**YOUR GOAL:** Which lines of the data below hold "Terrace"? Copy each of them.

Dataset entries
========================

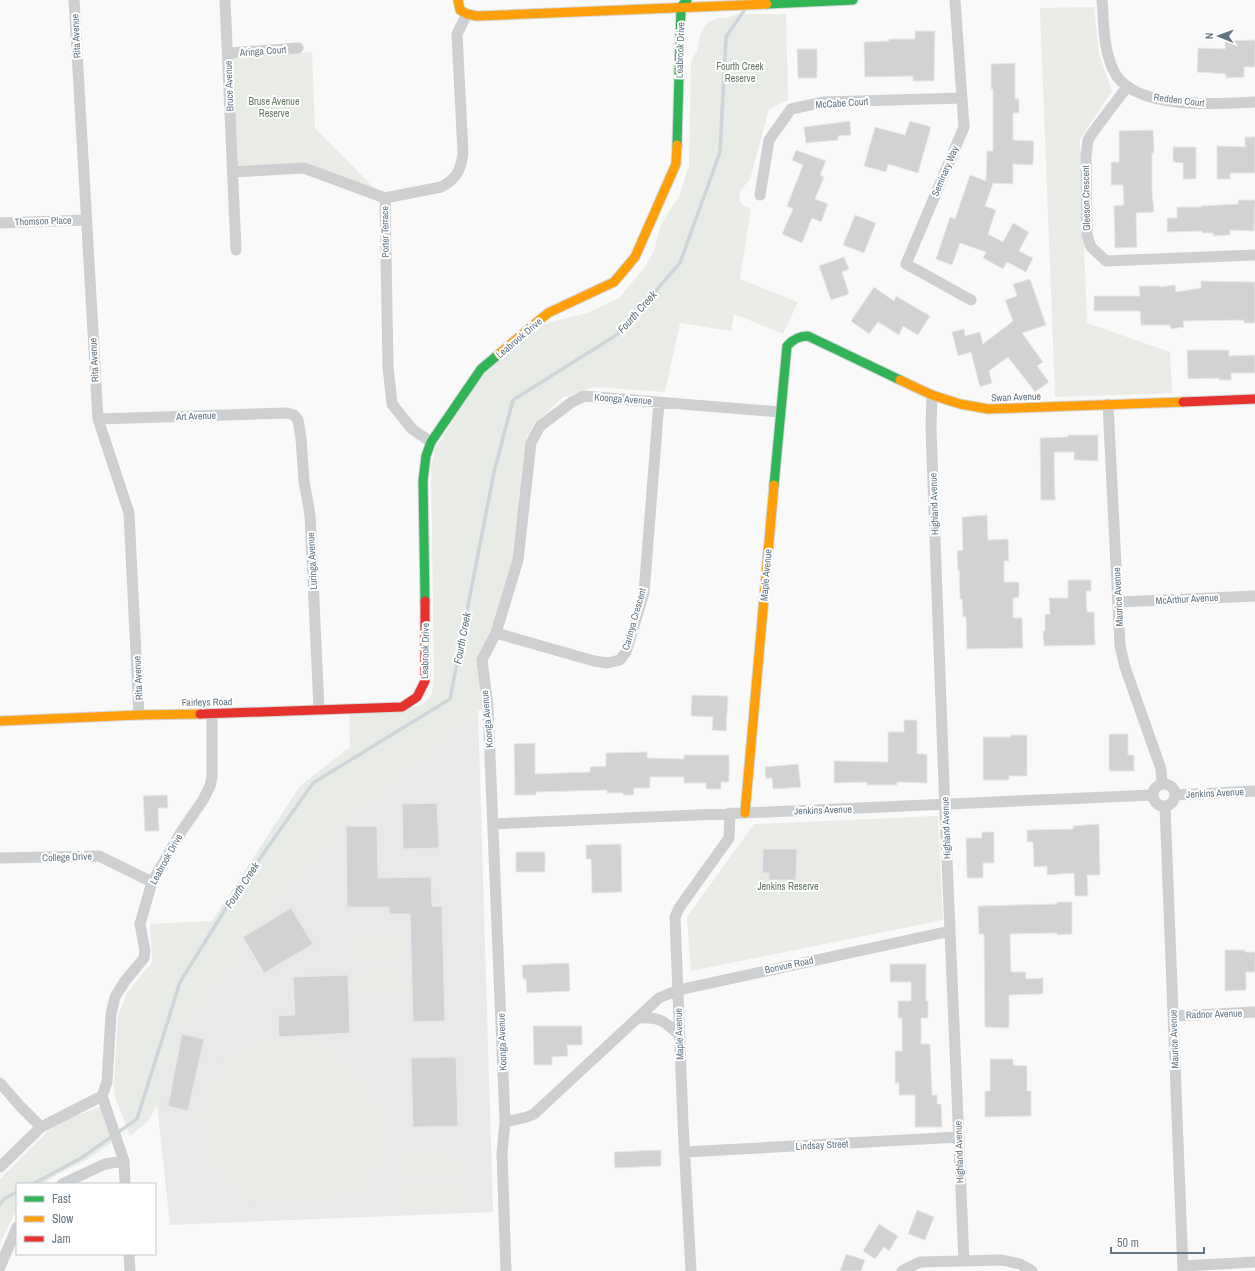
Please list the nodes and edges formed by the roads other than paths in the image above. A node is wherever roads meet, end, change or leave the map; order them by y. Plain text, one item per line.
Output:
1 (74, 0) edge
2 (225, 0) edge
3 (458, 0) edge
4 (853, 0) edge
5 (955, 0) edge
6 (1102, 0) edge
7 (684, 3) edge
8 (467, 14) junction
9 (298, 48) dead end
10 (228, 53) junction
11 (1127, 87) junction
12 (962, 98) junction
13 (1255, 102) edge
14 (233, 172) junction
15 (760, 195) dead end
16 (385, 198) junction
17 (86, 220) junction
18 (0, 223) edge
19 (236, 250) dead end
20 (1255, 255) edge
21 (971, 300) dead end
22 (792, 339) joint
23 (932, 395) junction
24 (1255, 399) edge
25 (659, 402) junction
26 (1108, 404) junction
27 (780, 412) junction
28 (294, 415) joint
29 (98, 419) junction
30 (431, 442) junction
31 (1255, 596) edge
32 (1119, 602) junction
33 (496, 633) junction
34 (413, 702) joint
35 (319, 709) junction
36 (139, 714) junction
37 (212, 714) junction
38 (0, 721) edge
39 (1162, 783) junction
40 (1255, 791) edge
41 (1153, 795) junction
42 (1176, 795) junction
43 (945, 805) junction
44 (1165, 806) junction
45 (730, 813) junction
46 (745, 813) junction
47 (493, 824) junction
48 (0, 858) edge
49 (152, 882) junction
50 (950, 931) junction
51 (678, 990) junction
52 (1255, 1012) edge
53 (1173, 1016) junction
54 (637, 1018) junction
55 (679, 1035) junction
56 (0, 1083) edge
57 (102, 1096) junction
58 (505, 1122) junction
59 (41, 1127) junction
60 (959, 1137) junction
61 (684, 1152) junction
62 (124, 1160) junction
63 (0, 1167) edge
64 (64, 1183) edge
65 (125, 1183) edge
66 (16, 1229) edge
67 (129, 1255) edge
68 (964, 1261) junction
69 (1255, 1262) edge
70 (0, 1267) edge
71 (1183, 1268) edge
72 (130, 1271) edge
73 (506, 1271) edge
74 (691, 1271) edge
75 (902, 1271) edge
76 (1032, 1271) edge

1 - 17 street, Rita Avenue
2 - 10 street, Bruce Avenue
3 - 8 street
4 - 7 street
5 - 12 street, Seminary Way
6 - 11 street, Redden Court
7 - 8 street
7 - 30 street, Leabrook Drive
8 - 16 street, Porter Terrace
9 - 10 street, Aringa Court
10 - 14 street, Bruce Avenue
11 - 13 street, Redden Court
11 - 20 street, Gleeson Crescent
12 - 15 street, McCabe Court
12 - 21 street, Seminary Way
14 - 16 street
14 - 19 street, Bruce Avenue
16 - 30 street, Porter Terrace
17 - 18 street, Thomson Place
17 - 29 street, Rita Avenue
22 - 23 street, Swan Avenue
22 - 27 street, Maple Avenue
23 - 26 street, Swan Avenue
23 - 43 street, Highland Avenue
24 - 26 street, Swan Avenue
25 - 27 street, Koonga Avenue
25 - 33 street, Koonga Avenue
25 - 33 street, Carinya Crescent
26 - 32 street, Maurice Avenue
27 - 46 street, Maple Avenue
28 - 29 street, Art Avenue
28 - 35 street, Luringa Avenue
29 - 36 street, Rita Avenue
30 - 34 street, Leabrook Drive
31 - 32 street, McArthur Avenue
32 - 39 street, Maurice Avenue
33 - 47 street, Koonga Avenue
34 - 35 street, Fairleys Road
35 - 37 street, Fairleys Road
36 - 37 street, Fairleys Road
36 - 38 street, Fairleys Road
37 - 49 street, Leabrook Drive
39 - 41 street
39 - 42 street
40 - 42 street, Jenkins Avenue
41 - 43 street, Jenkins Avenue
41 - 44 street
42 - 44 street
43 - 46 street, Jenkins Avenue
43 - 50 street, Highland Avenue
44 - 53 street, Maurice Avenue
45 - 46 street, Jenkins Avenue
45 - 47 street, Jenkins Avenue
45 - 51 street, Maple Avenue
47 - 58 street, Koonga Avenue
48 - 49 street, College Drive
49 - 57 street, Leabrook Drive
50 - 51 street, Bonvue Road
50 - 60 street, Highland Avenue
51 - 54 street, Bonvue Road
51 - 55 street, Maple Avenue
52 - 53 street, Radnor Avenue
53 - 71 street, Maurice Avenue
54 - 55 street
54 - 58 street, Bonvue Road
55 - 61 street, Maple Avenue
56 - 59 street
57 - 59 street
57 - 62 street
58 - 73 street, Koonga Avenue
59 - 63 street
60 - 61 street, Lindsay Street
60 - 68 street, Highland Avenue
61 - 74 street, Maple Avenue
62 - 64 street
62 - 65 street
66 - 70 street
67 - 72 street
68 - 75 street
68 - 76 street
69 - 71 street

========================

**EXERCISE RESULT:**
8 - 16 street, Porter Terrace
16 - 30 street, Porter Terrace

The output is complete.